With a devil-may-care attitude towards polish and finesse, Going Down in History captures the thrill ride rush of the Waco Brothers’ live shows. Through the improvisational and fluid approach they adopted at Chicago’s Kingsize Sound Labs with longtime collaborator Mike Hagler at the knobs, the songs took on a muscularity and cohesiveness of an album unlike any previous Wacos recordings. Their pioneering Cash-meets-Clash jet engine mash up is still there, to be sure, but the Wacos have turned their well-scuffed boot heels towards their roots as never before. They have gone back to the future, down in history to celebrate and transform that which came before them.
Going Down in History pulses with the energy and excitement of first wave garage punk and ‘70s glam that first captivated singer/guitarist Jon Langford (Mekons, Skull Orchard, Pine Valley Cosmonauts). “We Know It” and “Building Our Own Prison” are distorted T. Rex via Bo Diddley-beat punk that will get you grooving towards the end times. “Receiver,” a gritty pub crawl from Wire to Dead Weather, and the short-circuiting grind of “Devil’s Day” harken back to singer/guitarist Deano’s time in the Chicago noise rock scene with his band Wreck. The raspy, push and pull tension of the title track, with its hard-learned life credo “you gotta walk before you can fall down on your face” might make it the Patron Song of Lost Causes. At the heart of the record is the Small Faces’ “All or Nothing,” a liberating, sing-to-the-skies rock and roll masterpiece, brimming with jagged guitars, booming drums and rousing organ. Ian McLagan, The Faces’ keyboardist (who died in 2014), was both hero and friend to the Wacos, and the song is permanently dedicated to him. Wrapping up the album is a cover of Texas songwriting ace Jon Dee Graham’s “Orphan Song,” cementing the Wacos’ cosmic link between Chicago and Austin.

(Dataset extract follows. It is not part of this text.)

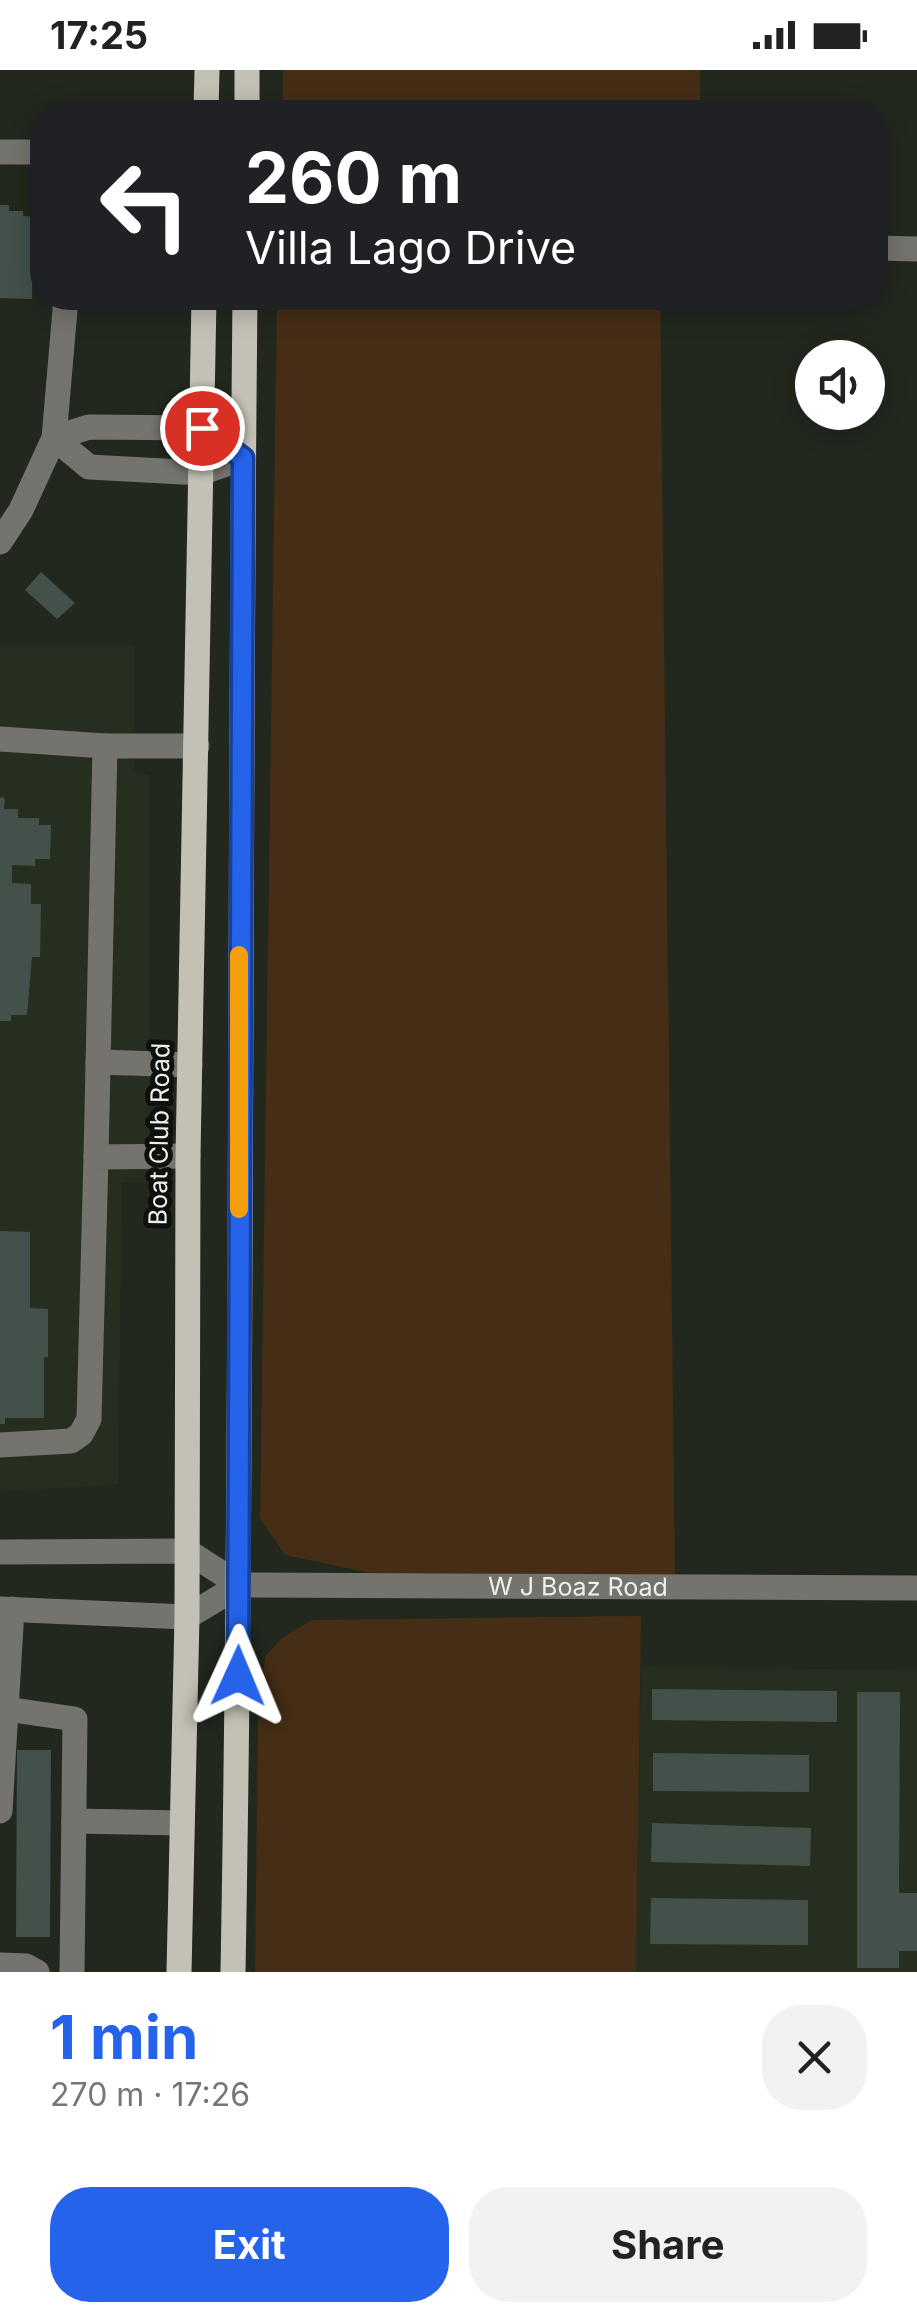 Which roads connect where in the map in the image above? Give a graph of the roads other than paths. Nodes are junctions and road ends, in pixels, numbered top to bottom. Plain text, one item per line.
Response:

With an improbable longevity, an impeccable rock and roll resume, and a go-for-broke live personae that can distract from the sharpness of their subject matters, it can be easy to take the Wacos for granted. But what was true at the beginning of the siege remains so today: in these fraught times, no one’s out there writing and performing with the political and personal so intertwined. Like a strange, colorful and possibly poisonous toad that lies dormant in the mud of an Amazonian rain forest, only to emerge when it seems like it’s necessary, the Waco Brothers are back, and, perhaps, we need them now more than ever.